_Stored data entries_
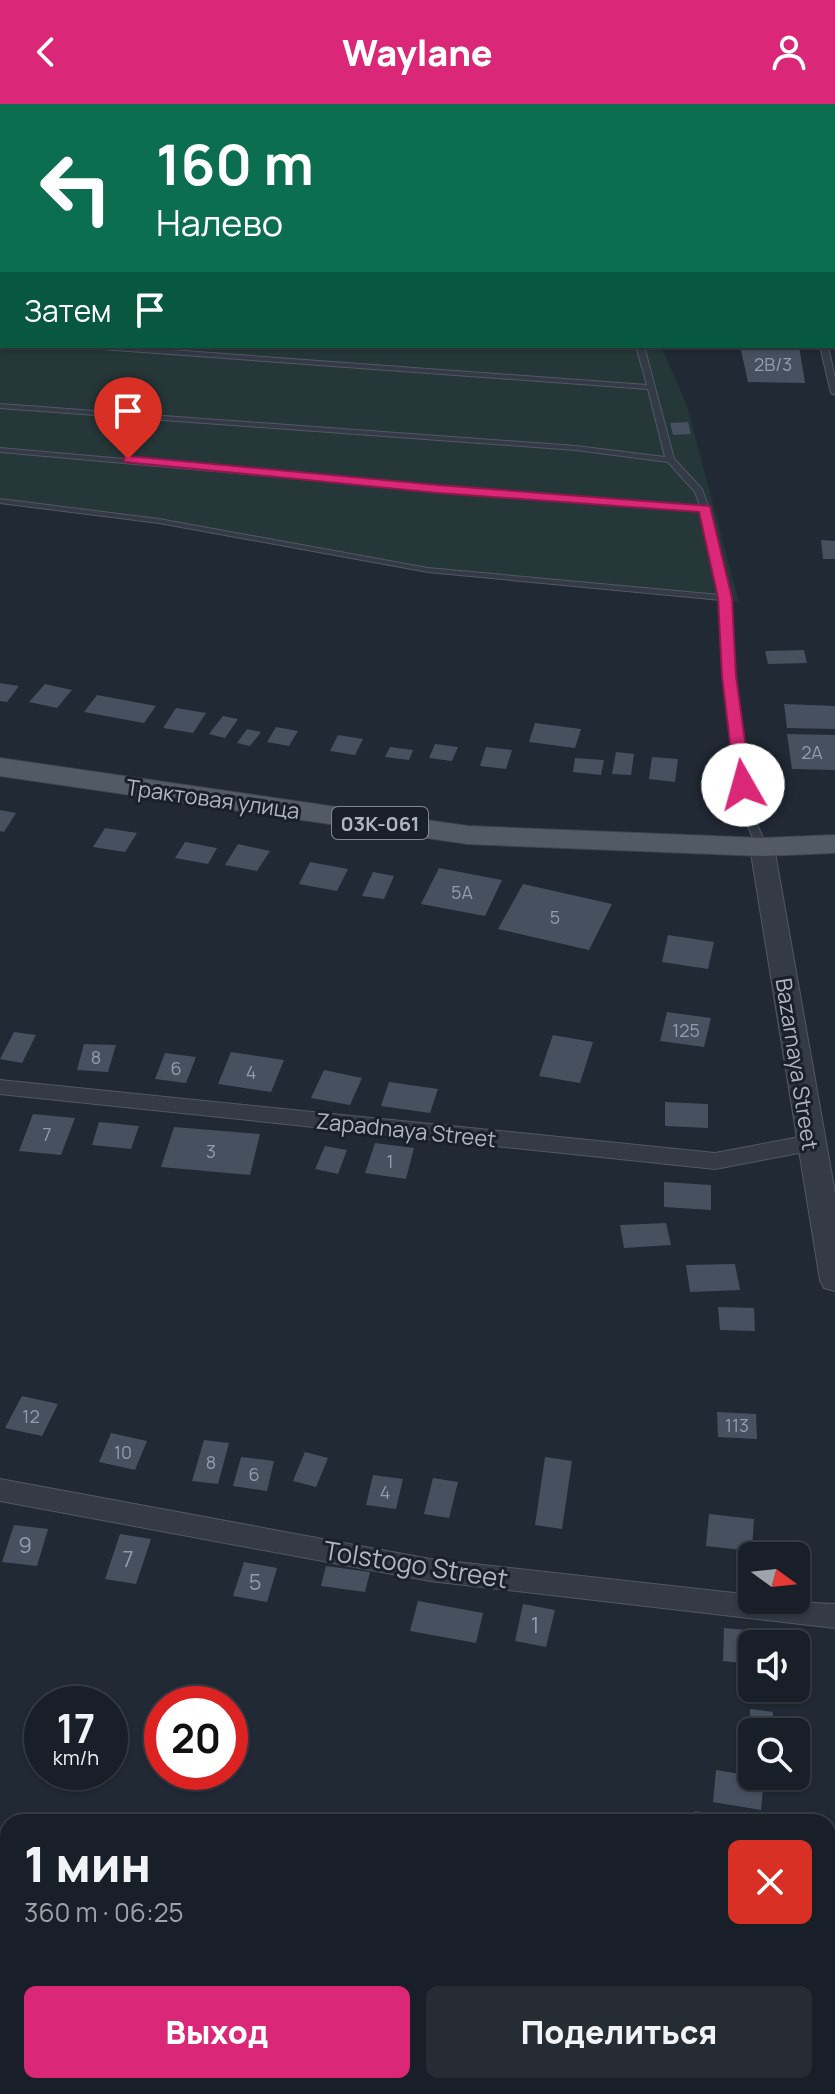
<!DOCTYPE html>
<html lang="ru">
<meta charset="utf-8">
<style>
:root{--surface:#191f28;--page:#262c34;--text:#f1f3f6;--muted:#9fa2a8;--line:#373d45;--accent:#db2777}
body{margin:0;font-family:Manrope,sans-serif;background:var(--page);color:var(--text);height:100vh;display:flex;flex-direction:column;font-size:30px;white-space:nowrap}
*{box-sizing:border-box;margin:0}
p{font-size:26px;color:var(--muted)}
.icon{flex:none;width:44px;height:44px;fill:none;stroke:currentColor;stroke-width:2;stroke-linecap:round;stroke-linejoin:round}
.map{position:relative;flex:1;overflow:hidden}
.side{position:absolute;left:0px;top:1710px;width:836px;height:280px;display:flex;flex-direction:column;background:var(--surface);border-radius:24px 24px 0 0;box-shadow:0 2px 6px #0004,0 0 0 2px var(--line)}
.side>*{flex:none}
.hud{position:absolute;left:0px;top:0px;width:836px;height:244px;box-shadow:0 2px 6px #0004,0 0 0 2px var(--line);background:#0b6e4f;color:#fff;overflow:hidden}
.needle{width:52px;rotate:105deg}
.tools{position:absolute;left:738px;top:1438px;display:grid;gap:16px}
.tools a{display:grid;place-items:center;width:72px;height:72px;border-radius:12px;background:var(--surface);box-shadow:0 2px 6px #0004,0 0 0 2px var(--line);font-size:40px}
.speed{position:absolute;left:24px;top:1582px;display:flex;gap:16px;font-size:40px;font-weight:700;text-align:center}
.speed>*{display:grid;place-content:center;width:104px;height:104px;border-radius:50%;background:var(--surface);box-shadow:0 2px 6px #0004,0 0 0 2px var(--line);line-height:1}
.speed small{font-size:20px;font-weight:400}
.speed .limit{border:12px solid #d22;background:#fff;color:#111}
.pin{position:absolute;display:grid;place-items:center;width:68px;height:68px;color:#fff;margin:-82px -34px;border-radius:50% 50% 50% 0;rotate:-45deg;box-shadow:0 0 8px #0007}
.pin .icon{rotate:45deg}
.me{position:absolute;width:88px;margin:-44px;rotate:353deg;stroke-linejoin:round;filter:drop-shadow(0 0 6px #0008)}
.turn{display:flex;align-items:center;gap:28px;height:168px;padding:0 24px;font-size:36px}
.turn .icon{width:104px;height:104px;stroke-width:2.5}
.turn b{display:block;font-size:56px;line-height:68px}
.then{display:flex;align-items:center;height:76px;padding:0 24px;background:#0003;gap:16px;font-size:30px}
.round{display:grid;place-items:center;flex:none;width:84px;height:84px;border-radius:12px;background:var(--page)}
.head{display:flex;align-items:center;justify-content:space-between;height:136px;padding:0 24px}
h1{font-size:48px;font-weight:800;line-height:60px}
.cta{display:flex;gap:16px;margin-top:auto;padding:16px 24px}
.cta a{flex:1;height:92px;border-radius:12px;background:var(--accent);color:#fff;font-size:32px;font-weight:800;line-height:92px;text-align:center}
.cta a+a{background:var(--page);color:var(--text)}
header{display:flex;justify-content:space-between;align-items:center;height:104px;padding:0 24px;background:var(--accent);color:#fff;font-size:36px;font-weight:800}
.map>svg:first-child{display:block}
</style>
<header><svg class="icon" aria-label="back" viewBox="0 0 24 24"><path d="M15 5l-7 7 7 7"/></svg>Waylane<svg class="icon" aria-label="person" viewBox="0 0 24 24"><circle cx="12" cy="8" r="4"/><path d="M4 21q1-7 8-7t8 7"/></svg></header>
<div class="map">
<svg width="835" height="1990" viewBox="0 0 835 1990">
<rect width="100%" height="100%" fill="#212935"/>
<!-- green -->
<path fill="#253738" d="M0,0L208,2H2V242H661L687,302L739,498L428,469L157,419L0,400Z"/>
<!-- building -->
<path fill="#47505f" d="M740,242H799L805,279L748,278Z
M688,318L691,330L673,331L670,319Z
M821,436L835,437V455H823Z
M804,546L807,559L768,560L765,547Z
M0,579L19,582L7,598L0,597Z
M45,580L72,586L57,604L29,598Z
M97,591L156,602L144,619L84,608Z
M784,600L835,602V625L787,624Z
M176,604L206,609L193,629L163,624Z
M223,612L238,615L225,634L209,630Z
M535,619L581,625L575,644L529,638Z
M276,623L298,627L289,642L267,638Z
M247,625L261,628L250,642L237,639Z
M787,630L835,631V666L792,665Z
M338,631L363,635L355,651L330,647Z
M435,640L458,643L452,657L429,654Z
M390,643L413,646L409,656L385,653Z
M486,643L512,646L506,665L480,662Z
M616,648L634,650L631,671L612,670Z
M652,653L678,655L675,678L649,675Z
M575,654L604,656L601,671L573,668Z
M0,706L16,709L4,728L0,727Z
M105,724L137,729L125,748L93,743Z
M185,738L217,744L208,760L175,754Z
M238,740L270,747L257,767L225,761Z
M310,758L348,765L337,787L299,780Z
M439,764L502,776L485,812L421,800Z
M373,768L394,772L384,795L362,792Z
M523,780L612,800L589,846L498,825Z
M668,831L714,838L708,865L662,858Z
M667,908L711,914L704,943L660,937Z
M14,928L36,931L22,959L0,955Z
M553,931L593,938L580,979L539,972Z
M84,940L116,941L108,968L77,966Z
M231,948L284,956L271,988L218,980Z
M165,949L196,953L186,979L155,975Z
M324,966L362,974L350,1001L311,994Z
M389,978L438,985L430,1009L381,1002Z
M665,998L708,1000V1024L665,1022Z
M33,1010L75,1014L61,1051L19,1047Z
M99,1018L139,1022L131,1045L92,1041Z
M174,1023L260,1030L250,1071L161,1063Z
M375,1039L414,1044L406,1075L365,1069Z
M325,1042L347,1046L338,1070L315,1065Z
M664,1078L711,1081V1106L664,1103Z
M666,1119L671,1141L624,1144L620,1121Z
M735,1160L740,1186L690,1188L686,1161Z
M718,1203L754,1204L755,1227L720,1226Z
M22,1292L58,1300L42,1332L5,1324Z
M717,1308L756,1310L757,1335L718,1333Z
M111,1329L147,1337L135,1366L99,1358Z
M204,1336L229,1339L218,1380L192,1377Z
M305,1348L328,1354L316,1383L293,1377Z
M241,1353L274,1357L267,1387L233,1382Z
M545,1353L572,1357L562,1425L535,1421Z
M373,1371L403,1375L396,1405L366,1401Z
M433,1374L458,1378L449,1414L424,1410Z
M709,1410L754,1415L752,1447L706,1442Z
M14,1421L48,1425L37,1462L2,1458Z
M120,1430L151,1435L136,1480L105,1475Z
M244,1458L277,1464L267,1498L233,1492Z
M326,1462L370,1468L365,1488L321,1482Z
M418,1497L483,1509L476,1539L410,1527Z
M523,1500L555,1506L546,1543L515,1537Z
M724,1524L770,1528V1540H752V1560L723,1557Z
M750,1605L773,1608V1628H750Z
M716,1666L764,1674L761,1706L713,1698Z
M695,1707L748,1716V1718H694Z
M51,1982H104L101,1990H48Z
M226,1982H260L276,1986L275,1990H224Z"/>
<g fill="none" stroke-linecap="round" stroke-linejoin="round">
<!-- service casing -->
<g stroke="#515864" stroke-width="2">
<path id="service" d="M10,0H26L21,2H5Z
M194,0H200V2H194Z
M763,0H769L770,2H764Z
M2,81V85L0,86V82Z
M0,95H2V99H0Z
M834,104H835V108H834Z
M0,171H2V175H0Z
M0,233H2V237H0Z
M83,242H116L647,281L636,242H644L674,355L702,385L709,405L729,494L733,572L752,709L767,743L765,745H759L757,743L742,709L725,572L721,496L428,468L159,419L0,399V395L159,415L428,464L720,491L702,407L438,387L0,348V344L438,383L700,402L695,388L668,358L576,346L0,304V300L576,342L665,353L648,285L87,244Z
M820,242H828L835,274V291L831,289Z"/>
</g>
<!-- minor casing -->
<g stroke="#515864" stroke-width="2">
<path id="minor" d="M0,976L715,1049L810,1031L818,1033L821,1039L818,1045L810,1047L715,1065L0,990Z
M0,1375L430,1455L752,1491V1496L835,1500V1524L430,1477L0,1397Z"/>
</g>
<!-- tertiary casing -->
<g stroke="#515864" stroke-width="2">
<path id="tertiary" d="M762,736L771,738L774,743L835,1089V1187L824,1184L820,1176L750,743L753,738Z"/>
</g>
<!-- primary casing -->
<g stroke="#3d444f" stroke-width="2">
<path id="primary" d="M0,654L468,722L762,734L835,731V749L762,752L468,740L0,672Z"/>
</g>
<!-- service -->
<use href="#service" fill="#343b46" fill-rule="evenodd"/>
<!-- minor -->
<use href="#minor" fill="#343b46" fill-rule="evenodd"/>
<!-- tertiary -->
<use href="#tertiary" fill="#343b46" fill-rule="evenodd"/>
<!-- primary -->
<use href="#primary" fill="#525a66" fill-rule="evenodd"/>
</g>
<!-- route -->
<path fill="#db2777" stroke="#8e194d" stroke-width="2" d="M128,352L438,381L710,402L732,494L736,572L751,681L743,686L735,681L722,572L718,494L699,408L438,389L124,358V353Z"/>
<g text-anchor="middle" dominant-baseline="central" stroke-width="6" stroke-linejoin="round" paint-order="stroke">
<!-- number labels -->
<g font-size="18" fill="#949caa">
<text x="773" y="260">2В/3</text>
<text x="812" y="648">2А</text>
<text x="462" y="788">5А</text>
<text x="555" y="813">5</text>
<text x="686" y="926">125</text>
<text x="96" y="953">8</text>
<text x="176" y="964">6</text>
<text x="251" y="968">4</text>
<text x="47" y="1030">7</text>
<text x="211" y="1047">3</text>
<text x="390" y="1057">1</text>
<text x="31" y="1312">12</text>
<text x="737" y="1321">113</text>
<text x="123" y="1348">10</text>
<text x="211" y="1358">8</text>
<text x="254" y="1370">6</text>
<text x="385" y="1388">4</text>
</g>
<!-- shield labels -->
<rect fill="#19202a" stroke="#818895" stroke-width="2" x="332" y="703" width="96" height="32" rx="6"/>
<g font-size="20" font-weight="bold" fill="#aeb5c3">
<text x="380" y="719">03К-061</text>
</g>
<!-- street labels -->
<g font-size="22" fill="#aeb5c3" stroke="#19202a">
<text transform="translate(213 695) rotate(8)">Трактовая улица</text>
<text transform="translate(797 960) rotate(81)">Bazarnaya Street</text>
<text transform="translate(406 1026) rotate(6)">Zapadnaya Street</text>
</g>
<!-- near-number labels -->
<g font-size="22" fill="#949caa">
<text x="25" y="1441">9</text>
<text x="128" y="1455">7</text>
<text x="255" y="1478">5</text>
<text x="535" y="1521">1</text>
</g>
<!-- near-street labels -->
<g font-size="26" fill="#aeb5c3" stroke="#19202a">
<text transform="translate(416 1460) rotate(9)">Tolstogo Street</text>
</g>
</g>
</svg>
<div class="tools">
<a><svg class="needle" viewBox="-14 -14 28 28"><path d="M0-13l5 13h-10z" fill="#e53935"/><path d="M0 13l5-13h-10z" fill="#9fa2a8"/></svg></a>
<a><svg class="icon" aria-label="sound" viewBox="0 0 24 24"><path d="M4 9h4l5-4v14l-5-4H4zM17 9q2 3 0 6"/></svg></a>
<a><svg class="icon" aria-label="search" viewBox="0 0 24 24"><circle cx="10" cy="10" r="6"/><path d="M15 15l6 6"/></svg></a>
</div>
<div class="speed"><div>17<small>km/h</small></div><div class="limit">20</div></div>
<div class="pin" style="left:128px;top:355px;background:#d93025"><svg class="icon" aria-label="arrive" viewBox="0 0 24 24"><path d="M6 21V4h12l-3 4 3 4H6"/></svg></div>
<svg class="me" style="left:743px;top:681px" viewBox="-20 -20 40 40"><circle r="19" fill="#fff"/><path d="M0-13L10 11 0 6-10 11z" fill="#db2777"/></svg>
<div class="hud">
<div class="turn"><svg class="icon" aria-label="left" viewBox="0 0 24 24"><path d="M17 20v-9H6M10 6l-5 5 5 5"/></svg><div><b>160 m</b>Налево</div></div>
<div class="then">Затем<svg class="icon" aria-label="arrive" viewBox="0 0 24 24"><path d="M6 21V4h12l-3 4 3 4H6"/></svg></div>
</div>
<section class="side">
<div class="head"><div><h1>1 мин</h1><p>360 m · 06:25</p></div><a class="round" style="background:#d93025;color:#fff"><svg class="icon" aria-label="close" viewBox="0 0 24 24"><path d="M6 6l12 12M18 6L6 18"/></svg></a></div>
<div class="cta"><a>Выход</a><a>Поделиться</a></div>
</section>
</div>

_WHAT TO PRODUCE_
Read through the data above. Report each line that has the word "position".

_WORKED SOLUTION_
.map{position:relative;flex:1;overflow:hidden}
.side{position:absolute;left:0px;top:1710px;width:836px;height:280px;display:flex;flex-direction:column;background:var(--surface);border-radius:24px 24px 0 0;box-shadow:0 2px 6px #0004,0 0 0 2px var(--line)}
.hud{position:absolute;left:0px;top:0px;width:836px;height:244px;box-shadow:0 2px 6px #0004,0 0 0 2px var(--line);background:#0b6e4f;color:#fff;overflow:hidden}
.tools{position:absolute;left:738px;top:1438px;display:grid;gap:16px}
.speed{position:absolute;left:24px;top:1582px;display:flex;gap:16px;font-size:40px;font-weight:700;text-align:center}
.pin{position:absolute;display:grid;place-items:center;width:68px;height:68px;color:#fff;margin:-82px -34px;border-radius:50% 50% 50% 0;rotate:-45deg;box-shadow:0 0 8px #0007}
.me{position:absolute;width:88px;margin:-44px;rotate:353deg;stroke-linejoin:round;filter:drop-shadow(0 0 6px #0008)}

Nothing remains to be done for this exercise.